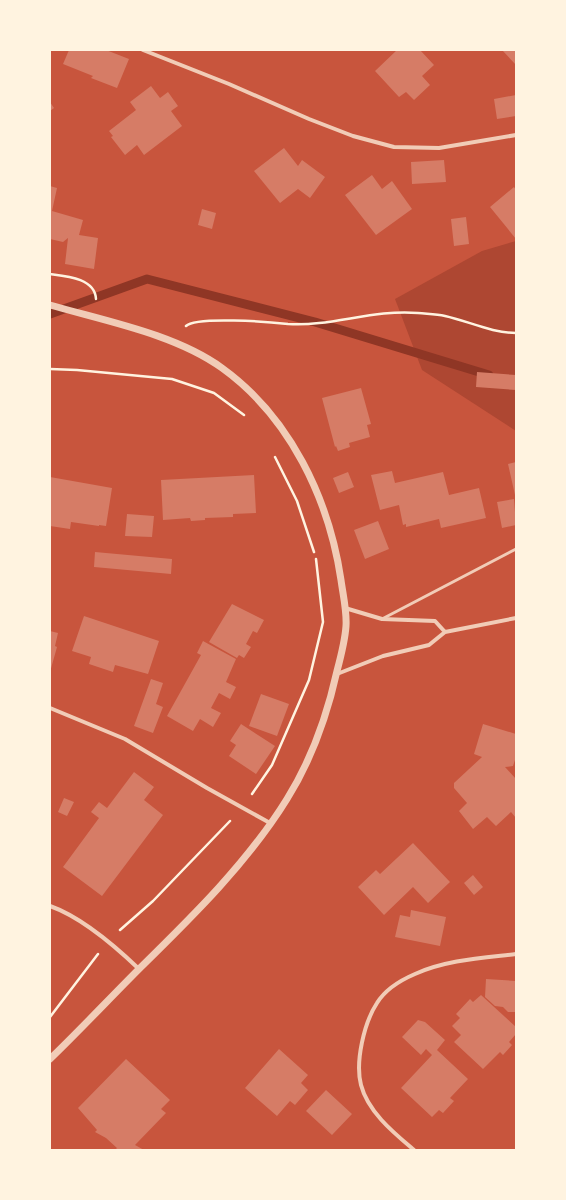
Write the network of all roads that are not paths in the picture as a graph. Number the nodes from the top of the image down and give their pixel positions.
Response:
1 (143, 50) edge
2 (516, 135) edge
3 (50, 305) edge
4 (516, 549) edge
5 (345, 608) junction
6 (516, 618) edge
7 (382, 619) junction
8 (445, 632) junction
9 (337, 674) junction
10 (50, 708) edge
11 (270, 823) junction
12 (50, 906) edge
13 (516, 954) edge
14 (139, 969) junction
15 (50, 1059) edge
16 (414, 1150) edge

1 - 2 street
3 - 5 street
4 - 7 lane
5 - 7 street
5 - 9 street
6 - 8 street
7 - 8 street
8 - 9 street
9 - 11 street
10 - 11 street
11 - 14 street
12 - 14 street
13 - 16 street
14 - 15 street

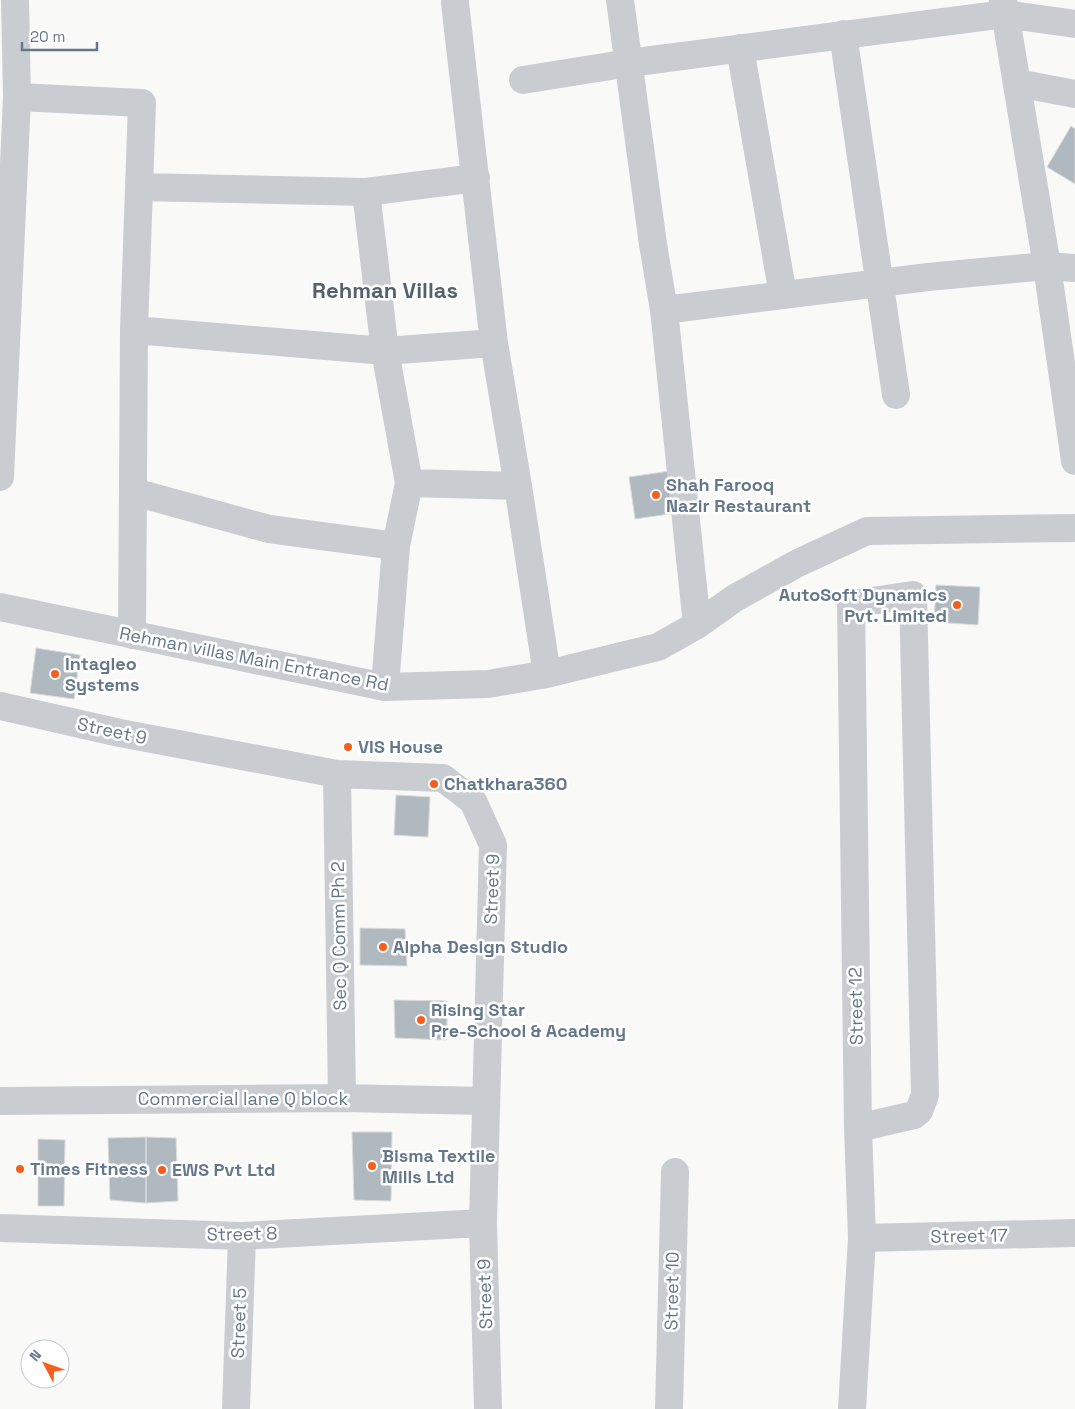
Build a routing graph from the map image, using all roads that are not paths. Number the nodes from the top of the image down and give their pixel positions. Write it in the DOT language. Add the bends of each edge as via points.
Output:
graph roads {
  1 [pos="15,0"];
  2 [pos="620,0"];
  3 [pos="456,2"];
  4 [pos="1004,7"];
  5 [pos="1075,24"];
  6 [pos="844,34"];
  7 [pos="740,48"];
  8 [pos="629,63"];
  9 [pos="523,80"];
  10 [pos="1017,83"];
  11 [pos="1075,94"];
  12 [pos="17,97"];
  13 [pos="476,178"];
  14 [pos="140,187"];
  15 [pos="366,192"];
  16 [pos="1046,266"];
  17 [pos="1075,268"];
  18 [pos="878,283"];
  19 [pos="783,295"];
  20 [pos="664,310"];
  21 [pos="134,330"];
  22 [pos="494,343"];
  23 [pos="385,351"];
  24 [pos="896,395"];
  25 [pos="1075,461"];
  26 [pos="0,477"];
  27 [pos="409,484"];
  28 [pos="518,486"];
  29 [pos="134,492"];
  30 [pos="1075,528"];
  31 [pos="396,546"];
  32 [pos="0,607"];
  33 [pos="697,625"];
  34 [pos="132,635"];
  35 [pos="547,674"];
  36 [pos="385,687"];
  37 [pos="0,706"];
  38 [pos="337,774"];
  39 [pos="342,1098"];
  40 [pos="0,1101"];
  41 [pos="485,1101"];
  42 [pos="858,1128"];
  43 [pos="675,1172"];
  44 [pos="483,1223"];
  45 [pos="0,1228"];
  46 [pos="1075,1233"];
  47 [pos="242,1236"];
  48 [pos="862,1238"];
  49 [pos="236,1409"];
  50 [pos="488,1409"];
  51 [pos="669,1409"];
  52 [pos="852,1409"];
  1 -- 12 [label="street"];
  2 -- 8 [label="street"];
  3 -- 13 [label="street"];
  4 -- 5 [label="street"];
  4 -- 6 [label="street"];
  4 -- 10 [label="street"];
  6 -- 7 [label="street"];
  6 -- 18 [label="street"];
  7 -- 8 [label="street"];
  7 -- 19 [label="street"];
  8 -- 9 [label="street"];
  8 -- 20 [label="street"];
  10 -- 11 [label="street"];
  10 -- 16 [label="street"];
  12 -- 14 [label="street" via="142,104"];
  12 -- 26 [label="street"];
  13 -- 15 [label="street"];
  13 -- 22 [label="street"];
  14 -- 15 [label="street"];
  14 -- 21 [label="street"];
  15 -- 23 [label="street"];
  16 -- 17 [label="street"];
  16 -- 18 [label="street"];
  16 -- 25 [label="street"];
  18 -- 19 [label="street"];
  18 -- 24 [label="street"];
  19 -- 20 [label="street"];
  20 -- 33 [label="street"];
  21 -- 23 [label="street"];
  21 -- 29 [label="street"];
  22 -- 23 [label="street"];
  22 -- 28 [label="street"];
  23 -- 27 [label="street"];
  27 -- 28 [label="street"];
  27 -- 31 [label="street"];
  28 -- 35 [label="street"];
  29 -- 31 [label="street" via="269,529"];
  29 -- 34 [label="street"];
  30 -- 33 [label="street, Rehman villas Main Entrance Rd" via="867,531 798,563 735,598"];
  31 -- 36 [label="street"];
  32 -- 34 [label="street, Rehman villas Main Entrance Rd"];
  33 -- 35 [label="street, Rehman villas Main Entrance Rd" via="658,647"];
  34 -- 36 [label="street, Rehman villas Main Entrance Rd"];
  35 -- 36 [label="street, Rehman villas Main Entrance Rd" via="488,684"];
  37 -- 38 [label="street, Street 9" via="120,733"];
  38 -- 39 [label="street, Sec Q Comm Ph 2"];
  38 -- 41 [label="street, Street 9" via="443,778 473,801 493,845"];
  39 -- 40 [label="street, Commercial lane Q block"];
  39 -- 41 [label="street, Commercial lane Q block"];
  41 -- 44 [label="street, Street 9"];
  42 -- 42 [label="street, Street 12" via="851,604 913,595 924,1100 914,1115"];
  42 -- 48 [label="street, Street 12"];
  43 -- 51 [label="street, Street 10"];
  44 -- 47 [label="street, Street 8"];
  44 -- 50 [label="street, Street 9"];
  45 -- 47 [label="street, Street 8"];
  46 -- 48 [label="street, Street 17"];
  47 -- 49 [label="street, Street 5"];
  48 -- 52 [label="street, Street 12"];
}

——

Each line above should be written out again exactly, and no picture should appear in the copy.

# [THE COMPLETED TASK]
Write the network of all roads that are not paths in the picture as a graph. Number the nodes from the top of the image down and give their pixel positions.
Response:
1 (143, 50) edge
2 (516, 135) edge
3 (50, 305) edge
4 (516, 549) edge
5 (345, 608) junction
6 (516, 618) edge
7 (382, 619) junction
8 (445, 632) junction
9 (337, 674) junction
10 (50, 708) edge
11 (270, 823) junction
12 (50, 906) edge
13 (516, 954) edge
14 (139, 969) junction
15 (50, 1059) edge
16 (414, 1150) edge

1 - 2 street
3 - 5 street
4 - 7 lane
5 - 7 street
5 - 9 street
6 - 8 street
7 - 8 street
8 - 9 street
9 - 11 street
10 - 11 street
11 - 14 street
12 - 14 street
13 - 16 street
14 - 15 street

Build a routing graph from the map image, using all roads that are not paths. Number the nodes from the top of the image down and give their pixel positions. Write it in the DOT language. Add the bends of each edge as via points.
Output:
graph roads {
  1 [pos="15,0"];
  2 [pos="620,0"];
  3 [pos="456,2"];
  4 [pos="1004,7"];
  5 [pos="1075,24"];
  6 [pos="844,34"];
  7 [pos="740,48"];
  8 [pos="629,63"];
  9 [pos="523,80"];
  10 [pos="1017,83"];
  11 [pos="1075,94"];
  12 [pos="17,97"];
  13 [pos="476,178"];
  14 [pos="140,187"];
  15 [pos="366,192"];
  16 [pos="1046,266"];
  17 [pos="1075,268"];
  18 [pos="878,283"];
  19 [pos="783,295"];
  20 [pos="664,310"];
  21 [pos="134,330"];
  22 [pos="494,343"];
  23 [pos="385,351"];
  24 [pos="896,395"];
  25 [pos="1075,461"];
  26 [pos="0,477"];
  27 [pos="409,484"];
  28 [pos="518,486"];
  29 [pos="134,492"];
  30 [pos="1075,528"];
  31 [pos="396,546"];
  32 [pos="0,607"];
  33 [pos="697,625"];
  34 [pos="132,635"];
  35 [pos="547,674"];
  36 [pos="385,687"];
  37 [pos="0,706"];
  38 [pos="337,774"];
  39 [pos="342,1098"];
  40 [pos="0,1101"];
  41 [pos="485,1101"];
  42 [pos="858,1128"];
  43 [pos="675,1172"];
  44 [pos="483,1223"];
  45 [pos="0,1228"];
  46 [pos="1075,1233"];
  47 [pos="242,1236"];
  48 [pos="862,1238"];
  49 [pos="236,1409"];
  50 [pos="488,1409"];
  51 [pos="669,1409"];
  52 [pos="852,1409"];
  1 -- 12 [label="street"];
  2 -- 8 [label="street"];
  3 -- 13 [label="street"];
  4 -- 5 [label="street"];
  4 -- 6 [label="street"];
  4 -- 10 [label="street"];
  6 -- 7 [label="street"];
  6 -- 18 [label="street"];
  7 -- 8 [label="street"];
  7 -- 19 [label="street"];
  8 -- 9 [label="street"];
  8 -- 20 [label="street"];
  10 -- 11 [label="street"];
  10 -- 16 [label="street"];
  12 -- 14 [label="street" via="142,104"];
  12 -- 26 [label="street"];
  13 -- 15 [label="street"];
  13 -- 22 [label="street"];
  14 -- 15 [label="street"];
  14 -- 21 [label="street"];
  15 -- 23 [label="street"];
  16 -- 17 [label="street"];
  16 -- 18 [label="street"];
  16 -- 25 [label="street"];
  18 -- 19 [label="street"];
  18 -- 24 [label="street"];
  19 -- 20 [label="street"];
  20 -- 33 [label="street"];
  21 -- 23 [label="street"];
  21 -- 29 [label="street"];
  22 -- 23 [label="street"];
  22 -- 28 [label="street"];
  23 -- 27 [label="street"];
  27 -- 28 [label="street"];
  27 -- 31 [label="street"];
  28 -- 35 [label="street"];
  29 -- 31 [label="street" via="269,529"];
  29 -- 34 [label="street"];
  30 -- 33 [label="street, Rehman villas Main Entrance Rd" via="867,531 798,563 735,598"];
  31 -- 36 [label="street"];
  32 -- 34 [label="street, Rehman villas Main Entrance Rd"];
  33 -- 35 [label="street, Rehman villas Main Entrance Rd" via="658,647"];
  34 -- 36 [label="street, Rehman villas Main Entrance Rd"];
  35 -- 36 [label="street, Rehman villas Main Entrance Rd" via="488,684"];
  37 -- 38 [label="street, Street 9" via="120,733"];
  38 -- 39 [label="street, Sec Q Comm Ph 2"];
  38 -- 41 [label="street, Street 9" via="443,778 473,801 493,845"];
  39 -- 40 [label="street, Commercial lane Q block"];
  39 -- 41 [label="street, Commercial lane Q block"];
  41 -- 44 [label="street, Street 9"];
  42 -- 42 [label="street, Street 12" via="851,604 913,595 924,1100 914,1115"];
  42 -- 48 [label="street, Street 12"];
  43 -- 51 [label="street, Street 10"];
  44 -- 47 [label="street, Street 8"];
  44 -- 50 [label="street, Street 9"];
  45 -- 47 [label="street, Street 8"];
  46 -- 48 [label="street, Street 17"];
  47 -- 49 [label="street, Street 5"];
  48 -- 52 [label="street, Street 12"];
}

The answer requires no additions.